Lain lagi dengan diriku. Di sebuah artikel, tertulis bahwa hujan di siang yang begitu terik tandanya ada genderuwa yang sedang melahirkan. Keringat dan air ketubannya jatuh membasahi langit.
Waktu itu, aku habis dari warung Bu Warjo untuk membeli sekantung kacang hijau. Langit belum lagi menjadi lembayung. Sangat biru. Indah memang, namun begitu terik karena raksasa cahaya terus mengeluarkan sinarnya yang kuat. Karena lelah, ku rehatkan badanku di bawah sebuah pohon yang ada di lapangan. Saat ingin memejamkan mata sebentar, air turun secara tiba-tiba.
“Ah, hujan! Kenapa di siang terik begini? Apa ada orang meninggal?” gumamku. Bukannya apa-apa, mitos tentang hujan orang meninggal melekat sekali dengan orang Indonesia. Aku jadi berpikir seperti itu juga. Ku tengok ke atas langit. Ada sesosok manusia yang badannya begitu besar, tapi menyerupai kera. Awalnya samar, namun lama-kelamaan dia jadi kasat mata. Jelas sekali. Saat kusadarai, dia adalah hantu!

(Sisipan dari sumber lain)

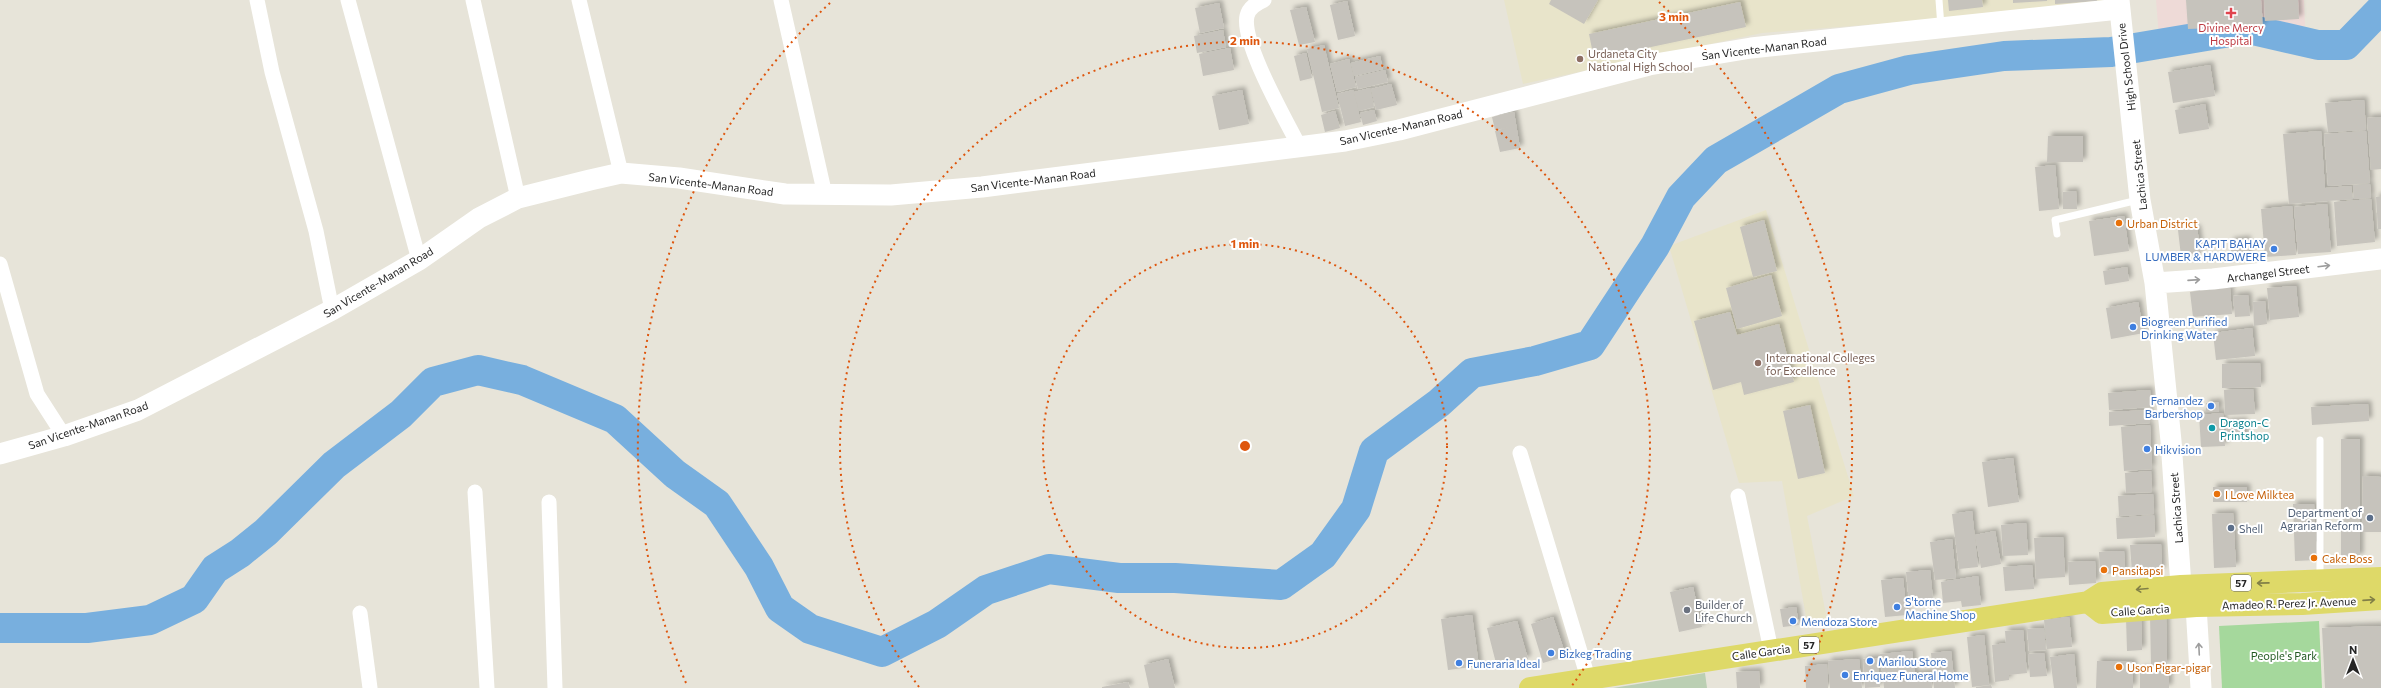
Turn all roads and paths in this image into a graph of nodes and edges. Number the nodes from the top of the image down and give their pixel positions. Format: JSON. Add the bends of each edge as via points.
{"nodes":[{"id":1,"x":257,"y":0,"type":"edge"},
{"id":2,"x":348,"y":0,"type":"edge"},
{"id":3,"x":473,"y":0,"type":"edge"},
{"id":4,"x":579,"y":0,"type":"edge"},
{"id":5,"x":781,"y":0,"type":"edge"},
{"id":6,"x":1264,"y":0,"type":"edge"},
{"id":7,"x":1939,"y":0,"type":"edge"},
{"id":8,"x":2119,"y":5,"type":"edge"},
{"id":9,"x":1941,"y":29,"type":"junction"},
{"id":10,"x":2134,"y":134,"type":"joint"},
{"id":11,"x":1299,"y":146,"type":"junction"},
{"id":12,"x":621,"y":173,"type":"junction"},
{"id":13,"x":825,"y":196,"type":"junction"},
{"id":14,"x":518,"y":198,"type":"junction"},
{"id":15,"x":2140,"y":200,"type":"junction"},
{"id":16,"x":2057,"y":234,"type":"dead end"},
{"id":17,"x":2381,"y":259,"type":"edge"},
{"id":18,"x":419,"y":260,"type":"junction"},
{"id":19,"x":0,"y":264,"type":"edge"},
{"id":20,"x":2156,"y":283,"type":"junction"},
{"id":21,"x":332,"y":310,"type":"junction"},
{"id":22,"x":64,"y":436,"type":"junction"},
{"id":23,"x":2320,"y":440,"type":"dead end"},
{"id":24,"x":0,"y":454,"type":"edge"},
{"id":25,"x":1520,"y":454,"type":"dead end"},
{"id":26,"x":475,"y":492,"type":"dead end"},
{"id":27,"x":1738,"y":496,"type":"dead end"},
{"id":28,"x":549,"y":502,"type":"dead end"},
{"id":29,"x":2381,"y":578,"type":"edge"},
{"id":30,"x":2311,"y":582,"type":"junction"},
{"id":31,"x":2181,"y":586,"type":"junction"},
{"id":32,"x":2381,"y":599,"type":"edge"},
{"id":33,"x":2088,"y":602,"type":"junction"},
{"id":34,"x":2302,"y":604,"type":"junction"},
{"id":35,"x":2196,"y":606,"type":"junction"},
{"id":36,"x":360,"y":613,"type":"dead end"},
{"id":37,"x":1771,"y":650,"type":"junction"},
{"id":38,"x":1577,"y":682,"type":"edge"},
{"id":39,"x":370,"y":688,"type":"edge"},
{"id":40,"x":487,"y":688,"type":"edge"},
{"id":41,"x":555,"y":688,"type":"edge"},
{"id":42,"x":1530,"y":688,"type":"edge"},
{"id":43,"x":2201,"y":688,"type":"edge"}],
"edges":[{"from":1,"to":21,"type":"street","via":[[272,72],[316,231]]},
{"from":2,"to":18,"type":"street"},
{"from":3,"to":14,"type":"street"},
{"from":4,"to":12,"type":"street"},
{"from":5,"to":13,"type":"street"},
{"from":6,"to":11,"type":"street","via":[[1252,7],[1247,14],[1248,32],[1254,54]]},
{"from":7,"to":9,"type":"lane"},
{"from":8,"to":9,"type":"street","name":"San Vicente-Manan Road"},
{"from":8,"to":10,"type":"street","name":"High School Drive"},
{"from":9,"to":11,"type":"street","name":"San Vicente-Manan Road","via":[[1751,48],[1649,65],[1399,130],[1345,142]]},
{"from":10,"to":15,"type":"street","name":"Lachica Street"},
{"from":11,"to":13,"type":"street","name":"San Vicente-Manan Road","via":[[982,187],[892,195]]},
{"from":12,"to":13,"type":"street","name":"San Vicente-Manan Road","via":[[679,178],[784,194]]},
{"from":12,"to":14,"type":"street","name":"San Vicente-Manan Road"},
{"from":14,"to":18,"type":"street","name":"San Vicente-Manan Road","via":[[479,218]]},
{"from":15,"to":16,"type":"lane","via":[[2055,220]]},
{"from":15,"to":20,"type":"street","name":"Lachica Street"},
{"from":20,"to":17,"type":"street","name":"Archangel Street","one_way":true,"via":[[2213,279]]},
{"from":18,"to":21,"type":"street","name":"San Vicente-Manan Road"},
{"from":19,"to":22,"type":"street","via":[[36,394]]},
{"from":20,"to":31,"type":"street","name":"Lachica Street"},
{"from":21,"to":22,"type":"street","name":"San Vicente-Manan Road","via":[[138,410]]},
{"from":22,"to":24,"type":"street","name":"San Vicente-Manan Road"},
{"from":23,"to":30,"type":"lane"},
{"from":25,"to":38,"type":"street"},
{"from":26,"to":40,"type":"street"},
{"from":27,"to":37,"type":"street"},
{"from":28,"to":41,"type":"street"},
{"from":29,"to":30,"type":"main road","name":"Amadeo R. Perez Jr. Avenue","number":"57"},
{"from":30,"to":31,"type":"main road","name":"Amadeo R. Perez Jr. Avenue","number":"57","one_way":true},
{"from":30,"to":34,"type":"main road"},
{"from":31,"to":33,"type":"main road","name":"Calle Garcia","number":"57","one_way":true,"via":[[2102,593]]},
{"from":31,"to":35,"type":"street"},
{"from":34,"to":32,"type":"main road","name":"Amadeo R. Perez Jr. Avenue","number":"57","one_way":true},
{"from":33,"to":35,"type":"main road","name":"Calle Garcia","number":"57","via":[[2102,613]]},
{"from":33,"to":37,"type":"main road","name":"Calle Garcia","number":"57"},
{"from":34,"to":35,"type":"main road","name":"Amadeo R. Perez Jr. Avenue","number":"57"},
{"from":43,"to":35,"type":"street","one_way":true},
{"from":36,"to":39,"type":"street"},
{"from":37,"to":38,"type":"main road","name":"Calle Garcia","number":"57"},
{"from":38,"to":42,"type":"main road","name":"Calle Garcia","number":"57"}]}
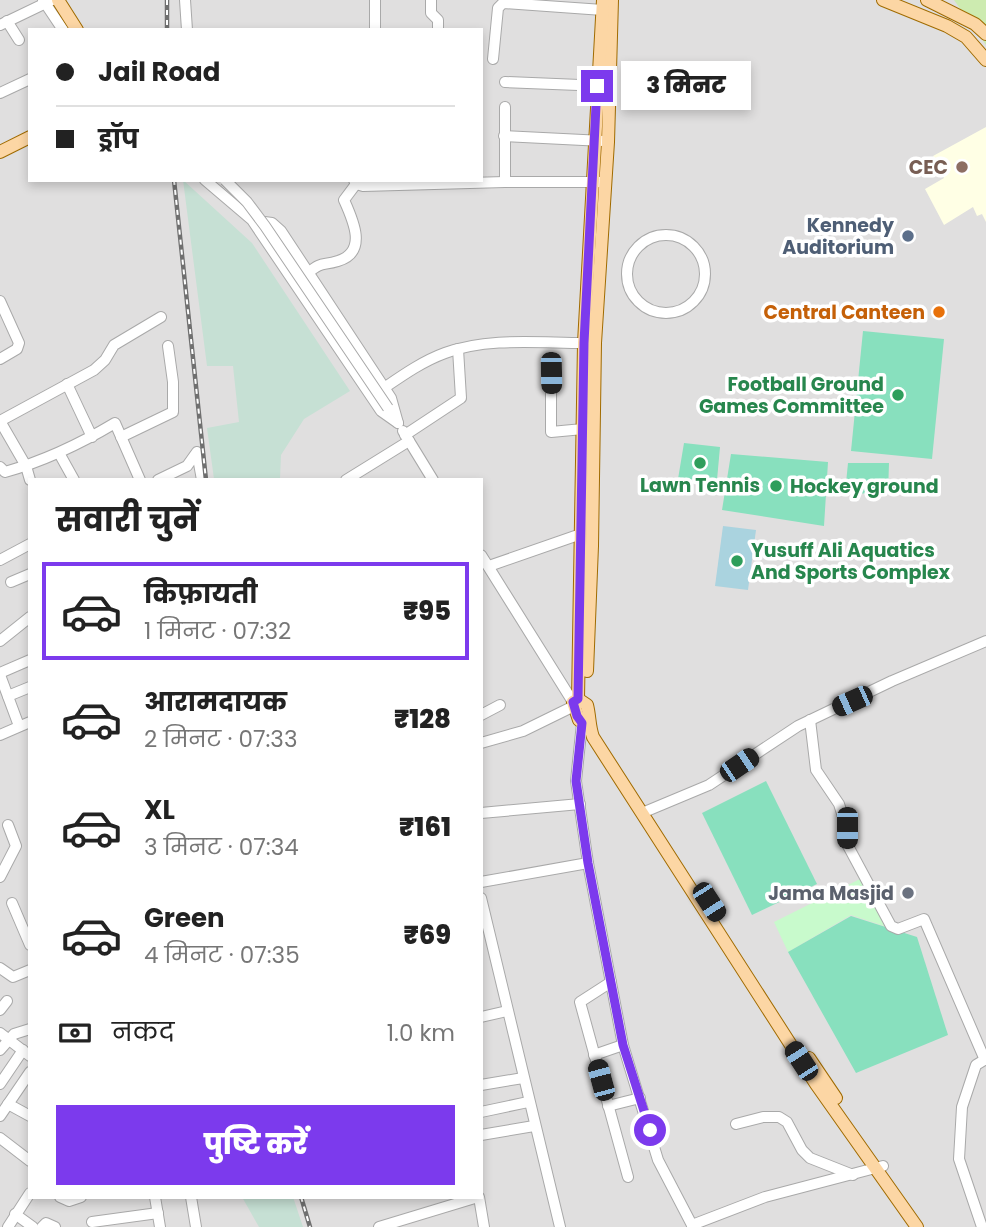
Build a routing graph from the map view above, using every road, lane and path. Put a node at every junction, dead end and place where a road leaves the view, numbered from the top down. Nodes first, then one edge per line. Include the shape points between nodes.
1 (58, 0) edge
2 (185, 0) edge
3 (375, 0) edge
4 (431, 0) edge
5 (612, 0) edge
6 (883, 0) edge
7 (926, 0) edge
8 (48, 1) edge
9 (603, 5) edge
10 (949, 8) edge
11 (4, 23) edge
12 (947, 26) junction
13 (62, 28) edge
14 (74, 28) edge
15 (75, 28) edge
16 (187, 28) edge
17 (375, 28) edge
18 (438, 28) edge
19 (986, 34) edge
20 (19, 40) dead end
21 (493, 59) dead end
22 (986, 60) edge
23 (28, 80) edge
24 (505, 82) dead end
25 (603, 86) junction
26 (0, 93) edge
27 (505, 107) dead end
28 (504, 135) junction
29 (28, 138) edge
30 (594, 140) junction
31 (608, 142) junction
32 (0, 152) edge
33 (207, 182) edge
34 (227, 182) edge
35 (355, 182) edge
36 (438, 182) edge
37 (505, 182) junction
38 (599, 182) junction
39 (252, 220) junction
40 (308, 273) junction
41 (696, 297) joint
42 (0, 301) edge
43 (162, 317) dead end
44 (584, 343) junction
45 (168, 346) dead end
46 (458, 349) junction
47 (0, 357) edge
48 (551, 373) dead end
49 (67, 384) junction
50 (384, 388) junction
51 (0, 421) edge
52 (398, 423) junction
53 (583, 429) junction
54 (92, 436) junction
55 (121, 437) junction
56 (407, 438) junction
57 (58, 453) junction
58 (26, 466) junction
59 (0, 467) edge
60 (29, 478) edge
61 (73, 478) edge
62 (140, 478) edge
63 (162, 478) edge
64 (202, 478) edge
65 (349, 478) edge
66 (432, 478) edge
67 (581, 534) junction
68 (28, 547) edge
69 (483, 558) edge
70 (0, 560) edge
71 (489, 566) junction
72 (28, 575) edge
73 (11, 582) dead end
74 (28, 619) edge
75 (0, 641) edge
76 (986, 641) edge
77 (28, 661) edge
78 (0, 674) edge
79 (28, 687) edge
80 (4, 690) edge
81 (578, 703) junction
82 (500, 705) dead end
83 (483, 714) edge
84 (810, 720) junction
85 (587, 721) junction
86 (24, 724) edge
87 (0, 735) edge
88 (483, 742) edge
89 (580, 804) junction
90 (646, 811) junction
91 (483, 813) edge
92 (8, 825) dead end
93 (588, 863) junction
94 (0, 877) edge
95 (483, 882) edge
96 (12, 903) dead end
97 (483, 906) edge
98 (28, 940) edge
99 (0, 968) edge
100 (28, 971) edge
101 (611, 982) junction
102 (508, 1011) junction
103 (483, 1017) edge
104 (28, 1030) edge
105 (4, 1036) edge
106 (623, 1045) junction
107 (0, 1050) edge
108 (26, 1053) edge
109 (594, 1055) junction
110 (985, 1060) edge
111 (28, 1075) edge
112 (523, 1079) junction
113 (0, 1084) edge
114 (483, 1085) edge
115 (640, 1098) junction
116 (528, 1102) junction
117 (608, 1106) junction
118 (4, 1107) edge
119 (483, 1112) edge
120 (28, 1115) edge
121 (736, 1124) dead end
122 (534, 1126) junction
123 (483, 1135) edge
124 (0, 1138) edge
125 (28, 1159) edge
126 (880, 1168) junction
127 (853, 1175) junction
128 (628, 1177) dead end
129 (28, 1196) edge
130 (155, 1199) edge
131 (191, 1199) edge
132 (471, 1199) edge
133 (478, 1199) edge
134 (158, 1213) junction
135 (15, 1214) junction
136 (92, 1222) dead end
137 (692, 1226) edge
138 (8, 1227) edge
139 (33, 1227) edge
140 (42, 1227) edge
141 (55, 1227) edge
142 (160, 1227) edge
143 (196, 1227) edge
144 (379, 1227) edge
145 (484, 1227) edge
146 (559, 1227) edge
147 (917, 1227) edge
148 (927, 1227) edge
149 (982, 1227) edge

1 - 15 main road
2 - 16 street
3 - 17 street
4 - 18 street
5 - 25 main road
6 - 12 main road
7 - 10 main road
8 - 11 street
8 - 13 street
8 - 14 street
9 - 21 street via 503,3 498,8
9 - 25 main road
10 - 12 street
10 - 19 main road
11 - 20 street
12 - 22 main road via 965,37
23 - 26 street
24 - 25 street
25 - 30 main road
25 - 31 main road
27 - 28 street
28 - 30 street
28 - 37 street
29 - 32 main road
30 - 31 street
30 - 38 main road
31 - 38 main road
33 - 39 street
34 - 52 street, bridge via 265,226
35 - 36 street via 380,187
35 - 40 street via 344,200 356,227 351,255 320,263
36 - 37 street
37 - 38 street
38 - 44 main road
38 - 81 main road via 592,546
39 - 40 street via 272,223
39 - 52 street via 381,411
40 - 50 street
41 - 41 street via 678,312 663,314 636,300 627,271 640,244 669,235 696,249 704,262
42 - 47 street via 19,343 17,349
43 - 49 street via 114,345 102,365
44 - 46 street via 503,342
44 - 53 main road
45 - 55 street via 173,412
46 - 50 street
46 - 56 street via 461,398
48 - 53 street via 551,432
49 - 51 street
49 - 54 street
50 - 52 street
51 - 58 street
52 - 56 street
53 - 67 main road
54 - 55 street via 115,423
54 - 57 street
55 - 62 street
56 - 65 street
56 - 66 street
57 - 58 street
57 - 61 street
58 - 59 street via 5,472
58 - 60 street
63 - 64 street via 187,466 197,452
67 - 71 street
67 - 81 main road
68 - 70 street
69 - 71 street
71 - 81 street
72 - 73 street
74 - 75 street
76 - 84 street
77 - 78 street
78 - 80 street
79 - 80 street
80 - 86 street
81 - 85 main road
81 - 88 street via 523,731
82 - 83 street
84 - 90 street via 709,785
84 - 110 street via 816,770 839,804 847,844 891,926 898,929 924,919
85 - 89 street via 576,781
85 - 90 main road via 593,737
86 - 87 street
89 - 91 street
89 - 93 street
90 - 126 main road
92 - 94 street via 16,846
93 - 95 street
93 - 101 street
96 - 98 street
97 - 102 street
99 - 100 street via 13,977
101 - 106 street
101 - 109 street via 580,1002
102 - 103 street
102 - 112 street
104 - 105 street
105 - 107 street
105 - 108 street
106 - 109 street
106 - 115 street
108 - 113 street
109 - 117 street
110 - 149 street via 976,1065 962,1107 959,1159
111 - 118 street
112 - 114 street
112 - 116 street
115 - 117 street
115 - 137 street via 658,1160
116 - 119 street
116 - 122 street
117 - 128 street
118 - 120 street
121 - 127 street via 779,1117 817,1163
122 - 123 street
122 - 146 street
124 - 125 street
126 - 127 street
126 - 147 main road
126 - 148 main road
127 - 137 street via 765,1197
129 - 135 street
130 - 134 street
131 - 143 street
132 - 144 street
133 - 145 street
134 - 136 street
134 - 142 street
135 - 138 street
135 - 139 street
140 - 141 street via 46,1223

“G..gen..deru..waa!” teriakku sekencang mungkin. Nihil, tak ada yang membantuku. Aku sendirian di lapangan.
Ya, dedemit itu! Aku tak percaya dengan hal-hal yang seperti itu, sampai aku sendiri melihatnya. Dedemit berbadan gergasi yang menyerupai kera itu duduk di dekat pohon yang berada di lapangan luas. Tidak ada orang saat itu. Hanya aku, badanku yang mematung, indra penglihatan yang ku tutup rapat karena visual di depanku, dan aku yang hampir buang air kecil di celana karena takut.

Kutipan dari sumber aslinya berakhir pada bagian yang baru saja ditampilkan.